**PROBLEM TO SOLVE**
Read through the records. Copy each line that has the word "items".

● ● ● ●

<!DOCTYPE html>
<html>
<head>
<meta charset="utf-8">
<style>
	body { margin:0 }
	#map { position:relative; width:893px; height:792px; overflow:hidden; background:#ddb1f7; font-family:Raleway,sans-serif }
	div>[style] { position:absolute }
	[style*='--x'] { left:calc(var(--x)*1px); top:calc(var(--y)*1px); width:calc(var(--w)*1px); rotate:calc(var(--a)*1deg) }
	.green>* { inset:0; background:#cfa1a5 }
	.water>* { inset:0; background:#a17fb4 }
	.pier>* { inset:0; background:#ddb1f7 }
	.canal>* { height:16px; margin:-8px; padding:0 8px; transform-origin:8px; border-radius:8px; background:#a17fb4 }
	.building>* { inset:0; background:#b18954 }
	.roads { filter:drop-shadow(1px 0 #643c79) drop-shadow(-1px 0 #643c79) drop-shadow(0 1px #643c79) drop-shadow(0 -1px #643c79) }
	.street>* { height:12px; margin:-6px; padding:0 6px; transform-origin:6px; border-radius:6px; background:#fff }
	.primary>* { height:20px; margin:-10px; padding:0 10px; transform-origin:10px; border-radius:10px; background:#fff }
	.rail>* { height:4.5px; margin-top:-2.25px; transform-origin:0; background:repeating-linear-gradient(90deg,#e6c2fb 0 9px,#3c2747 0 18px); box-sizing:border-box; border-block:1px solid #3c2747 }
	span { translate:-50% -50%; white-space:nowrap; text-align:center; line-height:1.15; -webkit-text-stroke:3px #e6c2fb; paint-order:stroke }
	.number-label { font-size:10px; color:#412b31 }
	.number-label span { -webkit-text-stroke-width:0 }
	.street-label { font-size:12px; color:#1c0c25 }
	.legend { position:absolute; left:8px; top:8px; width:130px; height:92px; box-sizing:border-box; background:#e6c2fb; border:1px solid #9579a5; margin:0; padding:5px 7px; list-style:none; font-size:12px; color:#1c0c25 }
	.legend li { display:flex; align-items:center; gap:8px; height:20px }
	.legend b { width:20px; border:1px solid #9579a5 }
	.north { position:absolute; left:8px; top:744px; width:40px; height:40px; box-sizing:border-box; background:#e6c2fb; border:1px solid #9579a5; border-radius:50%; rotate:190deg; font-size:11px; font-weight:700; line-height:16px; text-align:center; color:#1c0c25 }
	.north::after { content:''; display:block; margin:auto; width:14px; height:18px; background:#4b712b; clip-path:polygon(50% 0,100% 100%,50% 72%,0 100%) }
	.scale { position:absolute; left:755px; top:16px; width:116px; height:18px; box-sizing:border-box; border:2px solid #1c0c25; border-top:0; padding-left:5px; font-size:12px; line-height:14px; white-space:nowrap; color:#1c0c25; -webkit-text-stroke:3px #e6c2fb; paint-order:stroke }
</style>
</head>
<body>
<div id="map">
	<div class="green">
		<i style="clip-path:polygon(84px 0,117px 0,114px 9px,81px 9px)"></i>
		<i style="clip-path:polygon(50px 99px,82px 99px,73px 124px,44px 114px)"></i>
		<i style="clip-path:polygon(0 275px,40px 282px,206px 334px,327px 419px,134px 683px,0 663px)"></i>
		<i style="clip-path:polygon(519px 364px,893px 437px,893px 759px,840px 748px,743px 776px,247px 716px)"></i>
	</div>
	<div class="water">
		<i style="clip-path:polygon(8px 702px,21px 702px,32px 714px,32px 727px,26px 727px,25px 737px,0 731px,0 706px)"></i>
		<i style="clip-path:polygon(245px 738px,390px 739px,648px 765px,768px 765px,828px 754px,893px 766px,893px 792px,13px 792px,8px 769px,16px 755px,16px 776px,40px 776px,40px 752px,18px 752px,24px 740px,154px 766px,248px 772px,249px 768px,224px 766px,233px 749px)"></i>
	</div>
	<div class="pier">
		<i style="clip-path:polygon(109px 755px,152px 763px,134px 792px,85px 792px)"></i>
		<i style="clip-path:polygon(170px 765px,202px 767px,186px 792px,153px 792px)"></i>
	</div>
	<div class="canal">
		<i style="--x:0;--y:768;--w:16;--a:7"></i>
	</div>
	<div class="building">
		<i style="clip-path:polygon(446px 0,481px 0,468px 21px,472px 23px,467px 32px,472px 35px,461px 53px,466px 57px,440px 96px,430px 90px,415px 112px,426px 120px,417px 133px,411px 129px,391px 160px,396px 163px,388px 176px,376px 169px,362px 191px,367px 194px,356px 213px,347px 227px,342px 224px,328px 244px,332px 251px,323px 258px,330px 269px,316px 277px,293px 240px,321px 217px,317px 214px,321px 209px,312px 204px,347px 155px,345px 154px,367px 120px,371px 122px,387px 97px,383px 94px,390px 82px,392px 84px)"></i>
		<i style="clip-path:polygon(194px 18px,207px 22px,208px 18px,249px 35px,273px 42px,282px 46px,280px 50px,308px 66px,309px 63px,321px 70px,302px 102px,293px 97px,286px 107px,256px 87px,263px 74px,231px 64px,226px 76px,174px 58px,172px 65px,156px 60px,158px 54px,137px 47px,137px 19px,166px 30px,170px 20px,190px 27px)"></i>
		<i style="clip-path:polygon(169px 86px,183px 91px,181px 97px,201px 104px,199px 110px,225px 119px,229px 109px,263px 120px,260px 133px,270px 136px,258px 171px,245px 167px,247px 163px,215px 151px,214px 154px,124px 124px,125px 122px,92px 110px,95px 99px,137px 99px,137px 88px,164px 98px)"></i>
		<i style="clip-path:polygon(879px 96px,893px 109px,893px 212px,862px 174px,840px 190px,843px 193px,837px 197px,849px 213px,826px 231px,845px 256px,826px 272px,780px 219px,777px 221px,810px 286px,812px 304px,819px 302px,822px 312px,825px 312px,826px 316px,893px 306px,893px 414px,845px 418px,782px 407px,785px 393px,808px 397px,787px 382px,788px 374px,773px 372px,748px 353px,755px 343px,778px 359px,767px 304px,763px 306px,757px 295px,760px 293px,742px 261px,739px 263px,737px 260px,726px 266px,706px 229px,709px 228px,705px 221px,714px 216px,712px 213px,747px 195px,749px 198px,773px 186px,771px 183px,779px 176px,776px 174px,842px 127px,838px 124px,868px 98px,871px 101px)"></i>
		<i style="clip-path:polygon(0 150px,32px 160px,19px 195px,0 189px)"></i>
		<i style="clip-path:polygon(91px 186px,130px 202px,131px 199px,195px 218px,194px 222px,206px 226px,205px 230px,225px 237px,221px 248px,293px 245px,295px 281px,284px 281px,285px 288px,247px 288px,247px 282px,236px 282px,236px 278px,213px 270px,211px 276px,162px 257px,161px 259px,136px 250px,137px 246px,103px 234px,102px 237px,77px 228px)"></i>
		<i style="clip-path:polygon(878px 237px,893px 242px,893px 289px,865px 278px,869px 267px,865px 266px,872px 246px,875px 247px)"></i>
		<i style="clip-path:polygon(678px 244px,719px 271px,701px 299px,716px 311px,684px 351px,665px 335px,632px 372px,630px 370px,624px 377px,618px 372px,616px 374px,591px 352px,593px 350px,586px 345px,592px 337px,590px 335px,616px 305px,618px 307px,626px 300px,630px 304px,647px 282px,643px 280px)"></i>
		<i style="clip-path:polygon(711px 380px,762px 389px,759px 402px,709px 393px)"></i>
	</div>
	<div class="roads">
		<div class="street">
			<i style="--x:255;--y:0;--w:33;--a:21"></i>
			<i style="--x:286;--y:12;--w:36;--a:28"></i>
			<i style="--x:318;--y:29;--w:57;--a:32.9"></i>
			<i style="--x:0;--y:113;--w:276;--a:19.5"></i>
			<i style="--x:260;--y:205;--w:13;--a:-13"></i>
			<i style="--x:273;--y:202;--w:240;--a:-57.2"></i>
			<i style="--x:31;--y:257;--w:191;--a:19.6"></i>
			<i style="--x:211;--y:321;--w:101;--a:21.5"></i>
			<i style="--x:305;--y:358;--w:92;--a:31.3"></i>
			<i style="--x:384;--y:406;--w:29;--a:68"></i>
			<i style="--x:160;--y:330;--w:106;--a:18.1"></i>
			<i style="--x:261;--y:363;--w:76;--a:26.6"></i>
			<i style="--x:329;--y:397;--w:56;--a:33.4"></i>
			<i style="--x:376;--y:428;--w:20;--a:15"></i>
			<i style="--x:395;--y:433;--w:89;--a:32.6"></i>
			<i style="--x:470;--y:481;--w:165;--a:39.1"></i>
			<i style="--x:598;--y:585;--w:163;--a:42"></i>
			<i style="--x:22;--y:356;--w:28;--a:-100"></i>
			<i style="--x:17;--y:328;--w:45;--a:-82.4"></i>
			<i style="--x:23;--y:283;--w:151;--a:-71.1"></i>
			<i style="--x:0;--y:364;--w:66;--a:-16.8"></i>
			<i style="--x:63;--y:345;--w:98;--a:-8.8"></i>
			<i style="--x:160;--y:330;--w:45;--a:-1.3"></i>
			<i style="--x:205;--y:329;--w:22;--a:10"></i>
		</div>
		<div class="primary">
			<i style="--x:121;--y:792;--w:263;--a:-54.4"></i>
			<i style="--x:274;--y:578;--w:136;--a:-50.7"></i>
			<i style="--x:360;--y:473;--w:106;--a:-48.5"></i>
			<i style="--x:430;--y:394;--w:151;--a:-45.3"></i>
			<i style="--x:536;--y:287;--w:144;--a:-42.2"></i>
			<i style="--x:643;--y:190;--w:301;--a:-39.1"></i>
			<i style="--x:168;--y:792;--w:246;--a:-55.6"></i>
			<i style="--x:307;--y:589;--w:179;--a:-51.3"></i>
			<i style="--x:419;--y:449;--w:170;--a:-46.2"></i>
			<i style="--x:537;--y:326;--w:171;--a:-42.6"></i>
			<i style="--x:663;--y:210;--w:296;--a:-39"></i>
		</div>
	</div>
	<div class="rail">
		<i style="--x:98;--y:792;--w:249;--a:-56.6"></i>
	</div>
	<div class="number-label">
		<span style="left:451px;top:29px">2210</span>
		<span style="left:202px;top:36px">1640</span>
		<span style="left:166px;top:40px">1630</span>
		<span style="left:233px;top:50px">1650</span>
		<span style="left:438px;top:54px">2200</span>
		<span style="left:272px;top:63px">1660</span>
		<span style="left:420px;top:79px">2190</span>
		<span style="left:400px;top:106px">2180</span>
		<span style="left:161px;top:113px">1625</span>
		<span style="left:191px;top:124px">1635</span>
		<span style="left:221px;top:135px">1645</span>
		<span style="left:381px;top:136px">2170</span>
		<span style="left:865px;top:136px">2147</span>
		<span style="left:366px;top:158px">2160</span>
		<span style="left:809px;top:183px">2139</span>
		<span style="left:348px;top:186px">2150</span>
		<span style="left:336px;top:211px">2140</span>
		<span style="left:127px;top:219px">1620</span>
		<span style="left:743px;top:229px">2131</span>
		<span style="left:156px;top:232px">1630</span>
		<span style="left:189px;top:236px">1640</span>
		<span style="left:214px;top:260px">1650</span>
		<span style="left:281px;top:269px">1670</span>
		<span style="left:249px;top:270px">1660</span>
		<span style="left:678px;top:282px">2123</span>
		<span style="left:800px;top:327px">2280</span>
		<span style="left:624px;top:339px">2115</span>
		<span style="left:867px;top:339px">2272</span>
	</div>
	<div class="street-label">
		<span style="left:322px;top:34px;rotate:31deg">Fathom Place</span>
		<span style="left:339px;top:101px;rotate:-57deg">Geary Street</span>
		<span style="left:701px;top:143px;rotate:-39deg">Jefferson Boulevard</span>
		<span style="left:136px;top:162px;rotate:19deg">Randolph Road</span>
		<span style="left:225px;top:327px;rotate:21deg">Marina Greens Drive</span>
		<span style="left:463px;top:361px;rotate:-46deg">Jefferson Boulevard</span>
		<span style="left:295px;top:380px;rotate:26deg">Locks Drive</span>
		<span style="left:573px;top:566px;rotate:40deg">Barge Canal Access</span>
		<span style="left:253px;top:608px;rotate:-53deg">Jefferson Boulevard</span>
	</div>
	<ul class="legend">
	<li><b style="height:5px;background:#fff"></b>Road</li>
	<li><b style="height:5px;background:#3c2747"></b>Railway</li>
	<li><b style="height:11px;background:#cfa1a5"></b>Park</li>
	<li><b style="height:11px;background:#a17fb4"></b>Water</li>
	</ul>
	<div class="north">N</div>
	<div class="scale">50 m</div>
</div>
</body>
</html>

● ● ● ●

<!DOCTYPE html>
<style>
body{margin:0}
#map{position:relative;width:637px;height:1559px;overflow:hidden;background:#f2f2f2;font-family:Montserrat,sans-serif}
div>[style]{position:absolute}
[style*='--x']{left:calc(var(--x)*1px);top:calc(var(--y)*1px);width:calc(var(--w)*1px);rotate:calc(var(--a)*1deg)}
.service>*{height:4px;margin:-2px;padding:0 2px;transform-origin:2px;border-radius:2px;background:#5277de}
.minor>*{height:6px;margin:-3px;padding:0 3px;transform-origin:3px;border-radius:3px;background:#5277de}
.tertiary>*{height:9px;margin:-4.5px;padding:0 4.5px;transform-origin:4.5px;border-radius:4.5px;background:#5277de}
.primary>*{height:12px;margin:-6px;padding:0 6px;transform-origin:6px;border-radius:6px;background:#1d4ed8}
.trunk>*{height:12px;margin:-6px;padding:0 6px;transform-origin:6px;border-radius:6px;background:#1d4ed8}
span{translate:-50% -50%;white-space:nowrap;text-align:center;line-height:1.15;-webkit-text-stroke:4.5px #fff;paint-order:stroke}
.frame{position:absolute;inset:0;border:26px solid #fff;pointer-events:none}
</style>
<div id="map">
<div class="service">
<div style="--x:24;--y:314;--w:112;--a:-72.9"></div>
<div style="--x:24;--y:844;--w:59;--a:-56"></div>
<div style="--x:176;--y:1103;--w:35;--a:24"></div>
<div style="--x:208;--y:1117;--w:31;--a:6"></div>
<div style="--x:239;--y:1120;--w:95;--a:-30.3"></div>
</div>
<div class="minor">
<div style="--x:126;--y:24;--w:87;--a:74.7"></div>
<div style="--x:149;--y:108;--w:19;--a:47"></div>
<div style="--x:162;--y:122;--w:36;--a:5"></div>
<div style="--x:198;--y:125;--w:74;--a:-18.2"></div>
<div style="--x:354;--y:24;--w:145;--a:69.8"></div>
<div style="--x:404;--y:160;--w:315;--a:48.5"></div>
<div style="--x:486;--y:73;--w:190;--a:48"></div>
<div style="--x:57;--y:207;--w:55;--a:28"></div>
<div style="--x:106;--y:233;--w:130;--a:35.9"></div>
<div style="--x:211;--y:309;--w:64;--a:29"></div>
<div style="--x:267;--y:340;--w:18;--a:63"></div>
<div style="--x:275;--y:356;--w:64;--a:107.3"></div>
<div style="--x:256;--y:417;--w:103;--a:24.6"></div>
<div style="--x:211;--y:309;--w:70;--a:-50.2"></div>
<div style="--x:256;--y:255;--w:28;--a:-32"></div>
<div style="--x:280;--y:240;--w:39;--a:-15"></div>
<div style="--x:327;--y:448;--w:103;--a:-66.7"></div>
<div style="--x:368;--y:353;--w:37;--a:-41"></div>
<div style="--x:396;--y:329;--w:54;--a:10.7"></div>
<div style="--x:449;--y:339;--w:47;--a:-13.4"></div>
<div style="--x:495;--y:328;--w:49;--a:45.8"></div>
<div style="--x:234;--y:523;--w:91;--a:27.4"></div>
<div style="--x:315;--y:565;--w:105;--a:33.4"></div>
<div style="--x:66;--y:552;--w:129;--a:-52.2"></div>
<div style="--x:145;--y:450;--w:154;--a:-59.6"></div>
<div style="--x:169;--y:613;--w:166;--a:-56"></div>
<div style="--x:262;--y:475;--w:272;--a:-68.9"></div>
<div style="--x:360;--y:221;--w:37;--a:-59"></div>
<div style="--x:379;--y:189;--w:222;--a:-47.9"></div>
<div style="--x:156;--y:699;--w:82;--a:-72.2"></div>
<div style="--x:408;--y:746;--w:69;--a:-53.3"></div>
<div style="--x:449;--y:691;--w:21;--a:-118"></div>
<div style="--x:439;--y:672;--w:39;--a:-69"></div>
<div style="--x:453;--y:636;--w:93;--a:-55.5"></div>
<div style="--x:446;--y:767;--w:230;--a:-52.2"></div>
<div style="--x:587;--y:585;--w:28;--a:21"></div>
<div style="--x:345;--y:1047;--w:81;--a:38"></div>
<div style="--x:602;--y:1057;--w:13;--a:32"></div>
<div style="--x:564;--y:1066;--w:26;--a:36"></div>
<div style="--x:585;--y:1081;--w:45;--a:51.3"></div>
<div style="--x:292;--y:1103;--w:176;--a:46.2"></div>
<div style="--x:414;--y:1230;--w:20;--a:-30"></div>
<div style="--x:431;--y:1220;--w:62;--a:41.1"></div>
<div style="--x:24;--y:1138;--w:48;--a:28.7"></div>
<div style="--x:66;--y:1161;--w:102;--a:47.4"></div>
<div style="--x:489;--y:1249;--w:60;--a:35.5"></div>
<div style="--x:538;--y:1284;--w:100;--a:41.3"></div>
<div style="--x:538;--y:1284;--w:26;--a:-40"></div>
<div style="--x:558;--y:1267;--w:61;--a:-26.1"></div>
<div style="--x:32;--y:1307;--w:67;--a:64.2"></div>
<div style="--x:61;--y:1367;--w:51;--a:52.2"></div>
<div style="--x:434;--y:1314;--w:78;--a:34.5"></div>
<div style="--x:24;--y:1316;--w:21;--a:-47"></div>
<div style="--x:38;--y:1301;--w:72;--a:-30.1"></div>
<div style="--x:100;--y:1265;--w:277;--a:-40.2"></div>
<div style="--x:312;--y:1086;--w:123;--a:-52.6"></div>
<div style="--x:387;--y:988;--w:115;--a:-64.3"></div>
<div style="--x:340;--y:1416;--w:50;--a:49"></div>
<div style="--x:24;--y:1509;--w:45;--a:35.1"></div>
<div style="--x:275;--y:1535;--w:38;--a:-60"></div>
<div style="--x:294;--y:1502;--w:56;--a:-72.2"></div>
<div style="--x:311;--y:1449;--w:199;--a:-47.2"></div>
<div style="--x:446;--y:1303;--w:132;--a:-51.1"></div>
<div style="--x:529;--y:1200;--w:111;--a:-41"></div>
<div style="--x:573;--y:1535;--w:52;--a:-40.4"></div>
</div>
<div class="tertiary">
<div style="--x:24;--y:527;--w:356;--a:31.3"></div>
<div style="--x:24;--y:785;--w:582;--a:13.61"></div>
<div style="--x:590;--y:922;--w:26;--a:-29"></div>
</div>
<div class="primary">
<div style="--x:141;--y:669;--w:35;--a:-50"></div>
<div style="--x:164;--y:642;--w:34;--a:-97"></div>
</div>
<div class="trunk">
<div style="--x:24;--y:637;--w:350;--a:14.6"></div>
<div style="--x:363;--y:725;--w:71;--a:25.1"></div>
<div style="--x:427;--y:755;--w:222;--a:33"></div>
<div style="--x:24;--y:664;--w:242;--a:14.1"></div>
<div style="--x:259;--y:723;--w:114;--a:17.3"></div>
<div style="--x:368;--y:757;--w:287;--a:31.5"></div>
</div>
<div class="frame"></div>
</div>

● ● ● ●

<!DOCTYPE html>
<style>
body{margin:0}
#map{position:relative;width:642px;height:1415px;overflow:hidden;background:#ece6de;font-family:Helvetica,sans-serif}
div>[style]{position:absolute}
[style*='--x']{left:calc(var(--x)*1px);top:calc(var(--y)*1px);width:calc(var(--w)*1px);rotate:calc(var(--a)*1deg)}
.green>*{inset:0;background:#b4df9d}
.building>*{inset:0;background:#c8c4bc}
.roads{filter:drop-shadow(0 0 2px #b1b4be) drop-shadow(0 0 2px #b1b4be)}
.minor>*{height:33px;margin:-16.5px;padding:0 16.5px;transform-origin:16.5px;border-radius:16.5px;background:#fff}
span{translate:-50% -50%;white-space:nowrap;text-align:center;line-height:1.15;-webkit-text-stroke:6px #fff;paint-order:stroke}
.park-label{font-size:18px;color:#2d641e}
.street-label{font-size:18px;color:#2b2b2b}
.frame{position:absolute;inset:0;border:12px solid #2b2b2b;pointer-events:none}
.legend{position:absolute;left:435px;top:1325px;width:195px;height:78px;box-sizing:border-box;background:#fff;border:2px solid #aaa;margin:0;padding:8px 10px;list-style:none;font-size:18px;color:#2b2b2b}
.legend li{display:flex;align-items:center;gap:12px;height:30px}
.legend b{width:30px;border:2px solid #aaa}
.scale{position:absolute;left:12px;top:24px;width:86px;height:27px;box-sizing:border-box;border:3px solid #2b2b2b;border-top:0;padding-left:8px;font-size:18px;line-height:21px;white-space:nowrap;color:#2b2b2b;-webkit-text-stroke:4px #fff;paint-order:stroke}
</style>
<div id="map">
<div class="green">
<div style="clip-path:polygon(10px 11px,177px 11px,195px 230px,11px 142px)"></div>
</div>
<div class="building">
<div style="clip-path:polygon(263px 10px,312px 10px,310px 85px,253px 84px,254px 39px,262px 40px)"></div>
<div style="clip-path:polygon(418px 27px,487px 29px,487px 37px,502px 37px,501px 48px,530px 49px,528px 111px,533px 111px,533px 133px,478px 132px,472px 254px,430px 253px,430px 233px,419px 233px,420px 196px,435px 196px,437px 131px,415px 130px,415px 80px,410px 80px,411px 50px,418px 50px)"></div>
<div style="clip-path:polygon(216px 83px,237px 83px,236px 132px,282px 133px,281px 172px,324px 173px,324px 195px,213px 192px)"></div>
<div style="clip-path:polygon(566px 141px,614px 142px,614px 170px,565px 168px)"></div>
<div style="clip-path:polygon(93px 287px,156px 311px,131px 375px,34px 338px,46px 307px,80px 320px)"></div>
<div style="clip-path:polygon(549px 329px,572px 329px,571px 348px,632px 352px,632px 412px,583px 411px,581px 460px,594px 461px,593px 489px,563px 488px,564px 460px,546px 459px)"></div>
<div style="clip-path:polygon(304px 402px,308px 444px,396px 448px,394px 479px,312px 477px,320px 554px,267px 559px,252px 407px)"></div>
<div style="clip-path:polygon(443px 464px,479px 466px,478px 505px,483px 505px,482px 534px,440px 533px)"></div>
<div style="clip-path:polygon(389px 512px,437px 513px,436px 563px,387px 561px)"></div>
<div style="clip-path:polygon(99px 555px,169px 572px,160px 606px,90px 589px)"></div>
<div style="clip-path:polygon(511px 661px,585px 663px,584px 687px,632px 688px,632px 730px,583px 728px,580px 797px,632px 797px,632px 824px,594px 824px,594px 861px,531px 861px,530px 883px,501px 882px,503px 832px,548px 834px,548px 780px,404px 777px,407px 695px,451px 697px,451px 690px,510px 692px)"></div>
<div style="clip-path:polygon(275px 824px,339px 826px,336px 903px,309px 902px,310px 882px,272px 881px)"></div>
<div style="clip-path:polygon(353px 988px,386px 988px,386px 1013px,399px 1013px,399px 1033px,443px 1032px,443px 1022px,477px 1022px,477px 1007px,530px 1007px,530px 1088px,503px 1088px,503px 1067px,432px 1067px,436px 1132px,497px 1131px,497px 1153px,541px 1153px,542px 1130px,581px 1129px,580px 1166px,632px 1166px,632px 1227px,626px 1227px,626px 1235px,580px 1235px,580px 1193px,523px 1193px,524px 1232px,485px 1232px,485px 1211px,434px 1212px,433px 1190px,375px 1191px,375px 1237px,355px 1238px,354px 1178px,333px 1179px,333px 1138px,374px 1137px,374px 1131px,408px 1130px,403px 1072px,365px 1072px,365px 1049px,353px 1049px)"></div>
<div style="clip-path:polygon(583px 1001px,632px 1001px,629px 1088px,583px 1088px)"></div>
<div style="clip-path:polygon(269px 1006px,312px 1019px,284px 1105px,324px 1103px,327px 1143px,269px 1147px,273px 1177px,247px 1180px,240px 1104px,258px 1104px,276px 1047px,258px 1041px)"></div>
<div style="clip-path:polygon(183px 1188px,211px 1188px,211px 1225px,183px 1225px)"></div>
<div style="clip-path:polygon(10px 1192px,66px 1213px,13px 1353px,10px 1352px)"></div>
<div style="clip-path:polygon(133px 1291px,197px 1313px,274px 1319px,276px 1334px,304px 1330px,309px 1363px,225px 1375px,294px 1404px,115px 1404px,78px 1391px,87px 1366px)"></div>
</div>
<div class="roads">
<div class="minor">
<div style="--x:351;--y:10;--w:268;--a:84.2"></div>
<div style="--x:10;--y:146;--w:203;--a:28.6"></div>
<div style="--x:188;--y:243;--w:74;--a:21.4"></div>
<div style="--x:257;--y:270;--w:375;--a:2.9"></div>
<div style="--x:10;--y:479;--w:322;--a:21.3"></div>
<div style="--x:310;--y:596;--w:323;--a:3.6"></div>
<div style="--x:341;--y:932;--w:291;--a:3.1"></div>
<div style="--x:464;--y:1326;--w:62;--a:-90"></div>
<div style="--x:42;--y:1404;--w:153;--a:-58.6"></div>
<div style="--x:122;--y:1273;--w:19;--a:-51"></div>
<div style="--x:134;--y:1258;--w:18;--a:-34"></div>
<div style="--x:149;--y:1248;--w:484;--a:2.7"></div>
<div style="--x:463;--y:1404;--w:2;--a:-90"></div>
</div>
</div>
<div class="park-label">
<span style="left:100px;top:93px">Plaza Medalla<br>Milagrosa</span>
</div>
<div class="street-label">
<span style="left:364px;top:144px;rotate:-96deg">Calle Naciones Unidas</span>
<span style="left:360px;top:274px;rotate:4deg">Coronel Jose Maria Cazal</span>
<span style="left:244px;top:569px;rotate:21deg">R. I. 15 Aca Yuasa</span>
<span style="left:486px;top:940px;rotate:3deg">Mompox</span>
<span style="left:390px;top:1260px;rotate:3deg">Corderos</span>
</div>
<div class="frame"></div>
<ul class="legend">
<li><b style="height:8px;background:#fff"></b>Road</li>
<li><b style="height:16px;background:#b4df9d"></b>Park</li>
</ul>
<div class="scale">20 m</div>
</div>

● ● ● ●

**OUTPUT**
	.legend li { display:flex; align-items:center; gap:8px; height:20px }
.legend li{display:flex;align-items:center;gap:12px;height:30px}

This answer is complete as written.